## STUDY MATERIAL
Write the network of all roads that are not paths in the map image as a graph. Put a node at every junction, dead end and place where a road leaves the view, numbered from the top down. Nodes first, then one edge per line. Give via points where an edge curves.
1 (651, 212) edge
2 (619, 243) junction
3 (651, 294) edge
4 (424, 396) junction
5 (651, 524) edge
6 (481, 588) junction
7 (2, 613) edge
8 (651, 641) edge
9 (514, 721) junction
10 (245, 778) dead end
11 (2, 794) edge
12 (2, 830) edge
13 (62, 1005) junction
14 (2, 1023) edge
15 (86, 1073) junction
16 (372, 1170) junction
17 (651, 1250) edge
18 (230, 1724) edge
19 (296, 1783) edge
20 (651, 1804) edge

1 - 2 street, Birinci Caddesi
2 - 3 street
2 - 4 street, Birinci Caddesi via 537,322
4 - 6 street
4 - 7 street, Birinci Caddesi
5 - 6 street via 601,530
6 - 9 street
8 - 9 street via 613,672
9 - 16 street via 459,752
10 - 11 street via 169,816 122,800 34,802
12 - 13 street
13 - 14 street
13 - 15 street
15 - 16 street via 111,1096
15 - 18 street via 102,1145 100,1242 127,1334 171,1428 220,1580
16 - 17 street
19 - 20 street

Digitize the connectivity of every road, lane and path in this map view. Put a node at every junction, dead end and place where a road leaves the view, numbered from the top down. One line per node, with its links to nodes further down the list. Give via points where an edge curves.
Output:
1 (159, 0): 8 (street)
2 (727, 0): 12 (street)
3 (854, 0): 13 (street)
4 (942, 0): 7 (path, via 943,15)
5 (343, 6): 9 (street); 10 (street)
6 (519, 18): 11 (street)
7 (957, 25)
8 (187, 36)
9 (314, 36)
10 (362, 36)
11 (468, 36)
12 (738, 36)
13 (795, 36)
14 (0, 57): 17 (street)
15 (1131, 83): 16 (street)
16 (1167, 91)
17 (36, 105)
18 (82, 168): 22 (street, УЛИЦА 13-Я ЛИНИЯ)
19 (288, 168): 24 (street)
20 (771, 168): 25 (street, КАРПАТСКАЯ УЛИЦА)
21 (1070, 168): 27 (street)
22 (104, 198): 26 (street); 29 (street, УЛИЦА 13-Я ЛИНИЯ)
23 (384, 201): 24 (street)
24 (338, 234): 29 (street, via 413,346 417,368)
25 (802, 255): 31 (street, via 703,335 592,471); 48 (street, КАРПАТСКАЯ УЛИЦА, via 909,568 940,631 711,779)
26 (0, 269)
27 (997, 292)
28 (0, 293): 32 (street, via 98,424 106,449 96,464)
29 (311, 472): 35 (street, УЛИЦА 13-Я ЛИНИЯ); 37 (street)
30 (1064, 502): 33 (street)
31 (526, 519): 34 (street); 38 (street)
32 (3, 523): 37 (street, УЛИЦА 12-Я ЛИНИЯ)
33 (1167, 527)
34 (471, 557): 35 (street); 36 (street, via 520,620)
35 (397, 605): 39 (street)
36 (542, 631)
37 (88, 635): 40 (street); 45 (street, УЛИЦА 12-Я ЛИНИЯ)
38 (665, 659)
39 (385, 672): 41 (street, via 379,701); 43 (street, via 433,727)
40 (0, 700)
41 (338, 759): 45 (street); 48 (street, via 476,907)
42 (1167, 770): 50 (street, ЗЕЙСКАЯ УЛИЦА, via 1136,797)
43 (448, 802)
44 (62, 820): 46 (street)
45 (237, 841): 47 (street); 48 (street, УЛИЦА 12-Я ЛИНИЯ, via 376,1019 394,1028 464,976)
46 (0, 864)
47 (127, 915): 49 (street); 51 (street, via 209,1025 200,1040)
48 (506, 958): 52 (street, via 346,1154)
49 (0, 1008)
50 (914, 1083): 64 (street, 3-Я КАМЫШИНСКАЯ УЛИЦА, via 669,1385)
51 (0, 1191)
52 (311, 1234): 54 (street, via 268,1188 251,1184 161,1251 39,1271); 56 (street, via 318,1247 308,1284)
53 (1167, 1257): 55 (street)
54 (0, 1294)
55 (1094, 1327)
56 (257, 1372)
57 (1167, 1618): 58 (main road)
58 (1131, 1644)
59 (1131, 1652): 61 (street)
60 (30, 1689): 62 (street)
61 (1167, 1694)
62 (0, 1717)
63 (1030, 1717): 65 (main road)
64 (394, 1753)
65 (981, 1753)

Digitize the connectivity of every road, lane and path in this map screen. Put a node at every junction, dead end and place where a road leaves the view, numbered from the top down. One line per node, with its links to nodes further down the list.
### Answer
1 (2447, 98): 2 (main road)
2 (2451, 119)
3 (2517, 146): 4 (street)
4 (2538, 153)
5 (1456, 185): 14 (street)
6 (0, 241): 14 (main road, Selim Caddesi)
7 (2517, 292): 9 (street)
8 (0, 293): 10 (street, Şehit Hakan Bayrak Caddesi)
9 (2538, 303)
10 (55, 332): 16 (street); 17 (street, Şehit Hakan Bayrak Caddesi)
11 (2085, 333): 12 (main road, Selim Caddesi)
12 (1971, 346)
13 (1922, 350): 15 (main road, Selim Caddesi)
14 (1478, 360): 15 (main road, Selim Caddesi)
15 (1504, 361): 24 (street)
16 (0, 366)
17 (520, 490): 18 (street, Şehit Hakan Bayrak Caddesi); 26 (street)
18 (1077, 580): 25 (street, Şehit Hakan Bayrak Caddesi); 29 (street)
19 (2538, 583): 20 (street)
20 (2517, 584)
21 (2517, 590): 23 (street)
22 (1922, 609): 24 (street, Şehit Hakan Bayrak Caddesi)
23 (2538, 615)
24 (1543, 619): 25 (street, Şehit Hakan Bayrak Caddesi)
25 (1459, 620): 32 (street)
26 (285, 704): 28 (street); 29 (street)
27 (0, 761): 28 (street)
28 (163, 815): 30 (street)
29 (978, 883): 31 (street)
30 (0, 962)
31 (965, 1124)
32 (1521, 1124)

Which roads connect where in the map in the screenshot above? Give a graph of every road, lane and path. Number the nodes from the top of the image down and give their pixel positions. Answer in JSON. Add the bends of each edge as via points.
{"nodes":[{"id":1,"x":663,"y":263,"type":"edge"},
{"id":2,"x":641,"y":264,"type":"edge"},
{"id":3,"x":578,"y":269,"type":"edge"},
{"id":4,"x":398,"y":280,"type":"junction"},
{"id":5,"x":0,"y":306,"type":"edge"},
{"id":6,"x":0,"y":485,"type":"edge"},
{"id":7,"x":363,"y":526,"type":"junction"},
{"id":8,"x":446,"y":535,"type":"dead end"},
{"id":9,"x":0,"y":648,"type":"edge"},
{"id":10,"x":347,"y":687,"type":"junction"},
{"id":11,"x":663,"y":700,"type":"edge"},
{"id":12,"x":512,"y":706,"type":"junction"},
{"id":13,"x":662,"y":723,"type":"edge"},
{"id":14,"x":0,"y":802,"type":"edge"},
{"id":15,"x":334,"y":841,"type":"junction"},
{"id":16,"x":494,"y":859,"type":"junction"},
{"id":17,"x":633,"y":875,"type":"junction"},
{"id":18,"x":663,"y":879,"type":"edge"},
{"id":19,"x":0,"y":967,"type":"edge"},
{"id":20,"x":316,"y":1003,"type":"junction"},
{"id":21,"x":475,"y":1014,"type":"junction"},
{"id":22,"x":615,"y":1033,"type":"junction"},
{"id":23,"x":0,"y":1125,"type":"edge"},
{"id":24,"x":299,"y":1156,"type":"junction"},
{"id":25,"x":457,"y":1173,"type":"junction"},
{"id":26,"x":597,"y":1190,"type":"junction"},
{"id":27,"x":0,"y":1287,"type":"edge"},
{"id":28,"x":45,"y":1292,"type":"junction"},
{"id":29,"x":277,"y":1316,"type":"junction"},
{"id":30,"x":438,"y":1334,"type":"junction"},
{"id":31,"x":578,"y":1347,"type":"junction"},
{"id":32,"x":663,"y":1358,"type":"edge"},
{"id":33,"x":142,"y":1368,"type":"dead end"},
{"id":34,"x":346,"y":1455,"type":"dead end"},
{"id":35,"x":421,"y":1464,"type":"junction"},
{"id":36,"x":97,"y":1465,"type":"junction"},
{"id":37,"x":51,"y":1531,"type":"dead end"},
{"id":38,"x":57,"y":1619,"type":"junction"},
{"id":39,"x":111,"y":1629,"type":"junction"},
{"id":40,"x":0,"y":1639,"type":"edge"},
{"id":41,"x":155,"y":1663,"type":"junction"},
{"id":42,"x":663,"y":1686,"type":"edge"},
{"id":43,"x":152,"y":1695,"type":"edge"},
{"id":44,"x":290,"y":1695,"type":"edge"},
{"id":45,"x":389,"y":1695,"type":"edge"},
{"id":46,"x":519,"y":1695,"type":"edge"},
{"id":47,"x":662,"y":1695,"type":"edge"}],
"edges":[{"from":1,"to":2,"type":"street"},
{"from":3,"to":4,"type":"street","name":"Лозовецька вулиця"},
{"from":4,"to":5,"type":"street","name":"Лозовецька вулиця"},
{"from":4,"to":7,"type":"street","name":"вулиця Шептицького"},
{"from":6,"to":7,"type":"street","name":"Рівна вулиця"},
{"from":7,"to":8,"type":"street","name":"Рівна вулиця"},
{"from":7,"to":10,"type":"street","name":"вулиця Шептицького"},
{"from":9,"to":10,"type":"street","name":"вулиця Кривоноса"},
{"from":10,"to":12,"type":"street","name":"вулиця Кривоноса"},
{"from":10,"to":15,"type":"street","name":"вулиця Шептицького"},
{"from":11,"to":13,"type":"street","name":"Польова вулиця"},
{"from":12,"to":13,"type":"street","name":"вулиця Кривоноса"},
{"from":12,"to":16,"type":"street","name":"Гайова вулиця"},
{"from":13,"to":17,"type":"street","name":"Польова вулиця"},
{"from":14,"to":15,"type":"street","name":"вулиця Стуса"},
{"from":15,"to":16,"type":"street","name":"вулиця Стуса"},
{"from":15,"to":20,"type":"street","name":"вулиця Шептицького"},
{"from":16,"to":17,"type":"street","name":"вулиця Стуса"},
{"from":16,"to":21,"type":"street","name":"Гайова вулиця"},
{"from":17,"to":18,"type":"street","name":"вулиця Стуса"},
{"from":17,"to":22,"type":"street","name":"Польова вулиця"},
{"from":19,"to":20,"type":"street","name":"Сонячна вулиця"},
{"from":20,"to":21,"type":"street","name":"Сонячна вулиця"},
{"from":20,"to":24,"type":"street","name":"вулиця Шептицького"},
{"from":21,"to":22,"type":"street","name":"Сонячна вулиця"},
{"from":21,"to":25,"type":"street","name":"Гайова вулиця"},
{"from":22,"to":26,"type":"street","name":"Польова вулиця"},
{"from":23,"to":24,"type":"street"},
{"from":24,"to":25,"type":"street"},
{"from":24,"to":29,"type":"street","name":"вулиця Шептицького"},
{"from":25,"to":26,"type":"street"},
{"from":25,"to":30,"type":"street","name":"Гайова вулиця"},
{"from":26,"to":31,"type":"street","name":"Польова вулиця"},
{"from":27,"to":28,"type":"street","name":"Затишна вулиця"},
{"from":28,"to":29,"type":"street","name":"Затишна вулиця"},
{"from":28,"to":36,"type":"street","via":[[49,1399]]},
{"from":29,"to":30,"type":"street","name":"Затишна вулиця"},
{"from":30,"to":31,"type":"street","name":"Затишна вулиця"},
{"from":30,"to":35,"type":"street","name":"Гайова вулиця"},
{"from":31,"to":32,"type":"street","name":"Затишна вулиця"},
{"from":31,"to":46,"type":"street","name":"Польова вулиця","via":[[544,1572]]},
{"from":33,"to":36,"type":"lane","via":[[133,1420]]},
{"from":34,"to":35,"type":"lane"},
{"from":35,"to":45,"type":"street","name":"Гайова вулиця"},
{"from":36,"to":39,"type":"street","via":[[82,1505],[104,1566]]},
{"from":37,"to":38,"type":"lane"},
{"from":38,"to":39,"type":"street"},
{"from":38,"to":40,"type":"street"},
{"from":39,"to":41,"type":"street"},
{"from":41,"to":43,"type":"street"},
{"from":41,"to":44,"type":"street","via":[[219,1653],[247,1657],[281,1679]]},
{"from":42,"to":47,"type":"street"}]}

## WORK REQUEST
Say the number of lines in the entries that have the string "УЛИЦА", and only that.

## RESULT OF THIS TASK
10